You can no longer post new replies to this discussion. If you have a similar question you can start a new discussion in this forum.

WMI causing Orion Web Console to crash

When a server goes down that is being polled using WMI, SW tries to poll that node on every port until it reaches port exhaustion and causes the orion web console to crash. This never happened on previous versions, but every since upgrading to 2020.2.1 I have had this issue any time a server goes down. Is there a way to make it so that SW stops trying to poll a node using WMI when it is simply unreachable? or is it just better to deploy the agent on to Windows servers rather than using WMI for this reason?
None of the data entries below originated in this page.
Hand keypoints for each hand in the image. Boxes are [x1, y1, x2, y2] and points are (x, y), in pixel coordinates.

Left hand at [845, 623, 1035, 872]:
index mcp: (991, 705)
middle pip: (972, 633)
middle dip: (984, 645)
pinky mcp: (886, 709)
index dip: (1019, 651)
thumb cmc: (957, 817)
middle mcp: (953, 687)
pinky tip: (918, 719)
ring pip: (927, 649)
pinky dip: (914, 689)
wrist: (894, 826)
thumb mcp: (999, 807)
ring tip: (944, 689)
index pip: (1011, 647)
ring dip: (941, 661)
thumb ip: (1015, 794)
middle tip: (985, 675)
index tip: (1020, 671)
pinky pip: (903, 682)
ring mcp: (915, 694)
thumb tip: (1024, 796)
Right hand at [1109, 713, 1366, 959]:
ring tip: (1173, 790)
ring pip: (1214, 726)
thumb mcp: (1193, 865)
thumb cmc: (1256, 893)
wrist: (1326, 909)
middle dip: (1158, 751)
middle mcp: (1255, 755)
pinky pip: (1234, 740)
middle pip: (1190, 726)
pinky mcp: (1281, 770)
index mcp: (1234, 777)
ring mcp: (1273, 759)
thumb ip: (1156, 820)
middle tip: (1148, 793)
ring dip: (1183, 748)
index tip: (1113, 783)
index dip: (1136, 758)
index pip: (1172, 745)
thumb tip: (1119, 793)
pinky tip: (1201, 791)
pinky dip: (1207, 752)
This is the DCOM error that shows up in the event logs when SW is trying to poll a Windows Server that is down:

MasonLan_0-1610637607791.png

Parents Reply Children
  • We are polling 970 nodes total split between two polling engines. 566 of those are servers. 321 are being polled using WMI.
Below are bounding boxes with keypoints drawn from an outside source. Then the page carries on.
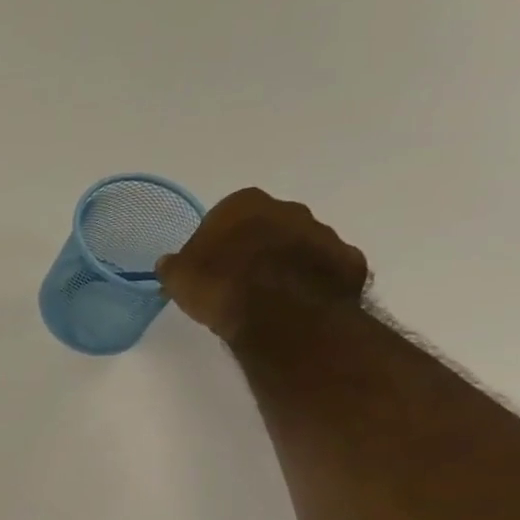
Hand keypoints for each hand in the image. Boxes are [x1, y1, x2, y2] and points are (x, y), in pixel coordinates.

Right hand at [155, 188, 369, 343]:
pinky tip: (295, 306)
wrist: (283, 315)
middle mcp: (289, 209)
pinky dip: (312, 283)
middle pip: (266, 226)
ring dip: (285, 265)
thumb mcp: (179, 278)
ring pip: (298, 247)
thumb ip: (175, 266)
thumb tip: (170, 263)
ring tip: (266, 299)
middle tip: (237, 281)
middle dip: (255, 248)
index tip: (209, 266)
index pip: (224, 216)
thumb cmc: (222, 286)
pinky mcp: (349, 263)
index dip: (216, 242)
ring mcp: (325, 234)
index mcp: (244, 204)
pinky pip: (324, 270)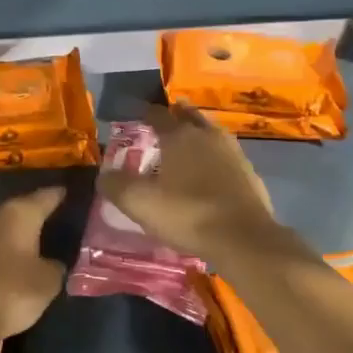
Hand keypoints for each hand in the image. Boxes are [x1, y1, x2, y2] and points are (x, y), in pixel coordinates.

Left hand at [0, 188, 67, 352]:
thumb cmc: (9, 292)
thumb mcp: (47, 282)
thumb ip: (55, 267)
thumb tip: (52, 263)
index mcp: (19, 213)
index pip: (47, 196)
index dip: (61, 196)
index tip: (71, 194)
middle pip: (21, 209)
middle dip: (36, 216)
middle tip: (55, 224)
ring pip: (1, 226)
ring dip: (14, 234)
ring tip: (33, 244)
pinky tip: (9, 261)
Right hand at [99, 105, 279, 263]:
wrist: (243, 238)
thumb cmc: (187, 214)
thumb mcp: (140, 203)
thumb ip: (116, 185)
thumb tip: (104, 175)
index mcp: (179, 136)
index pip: (158, 114)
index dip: (145, 113)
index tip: (136, 115)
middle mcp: (207, 135)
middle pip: (189, 116)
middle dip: (176, 116)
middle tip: (164, 123)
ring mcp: (233, 152)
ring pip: (211, 134)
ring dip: (197, 135)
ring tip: (186, 146)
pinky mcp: (249, 173)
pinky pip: (226, 156)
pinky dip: (214, 158)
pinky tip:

    Main Polling Engine: 16 CPU(s), 28 GB Memory

    Additional Polling Engine: 4 CPU(s), 16 GB Memory

    SQL Server: 8 CPU(s), 64 GB Memory

    Both polling engines have a polling completion of 100 and the polling rate is around 50% on both.

    Do you think it would make a difference if I moved all Windows Servers using WMI over to my additional polling engine rather than polling them on my main polling engine where the orion website is hosted?

  • Those specs and stats look pretty good.

    I was thinking that polling from the web server was causing your problem. But do I hear you right, that WMI polling is from a different server than the web console?

    How many servers that you poll are down at any one time? If it's only a few, then this WMI thing could be a red herring. You may need to open a case to look deeper.

  • Sorry I may have said that unclear.

    Currently all servers using WMI polling are being polled from the main polling engine which also hosts the web console. It sounds like moving those nodes over to the additional polling engine might help resolve the issue?

    There are not usually very many Windows Servers down at a time, but every time the web console has crashed, I have seen lots of DCOM errors for a Windows Server using WMI in the event logs just like the one included in my original post. 

  • Well, I wouldn't guarantee that moving WMI polled servers from the server that hosts the web would solve it completely. You can probably stop the web console from crashing, but you may still get browser lag if there are servers polled from the web server that are down.

    My experience is that even a few WMI nodes being down simultaneously, and having multiple object being polled puts a load on the web server. I think web performance got worse with the 2020 releases, but I haven't had a chance to track anything specific down.

    So I think you may be better off opening a case, and getting to the bottom of it all.

  • Perfect. I will move WMI nodes to my APE and change polling to slightly longer intervals. I have ticket open and am waiting to hear back from SW as they are understandably busy right now. Thanks for your suggestions.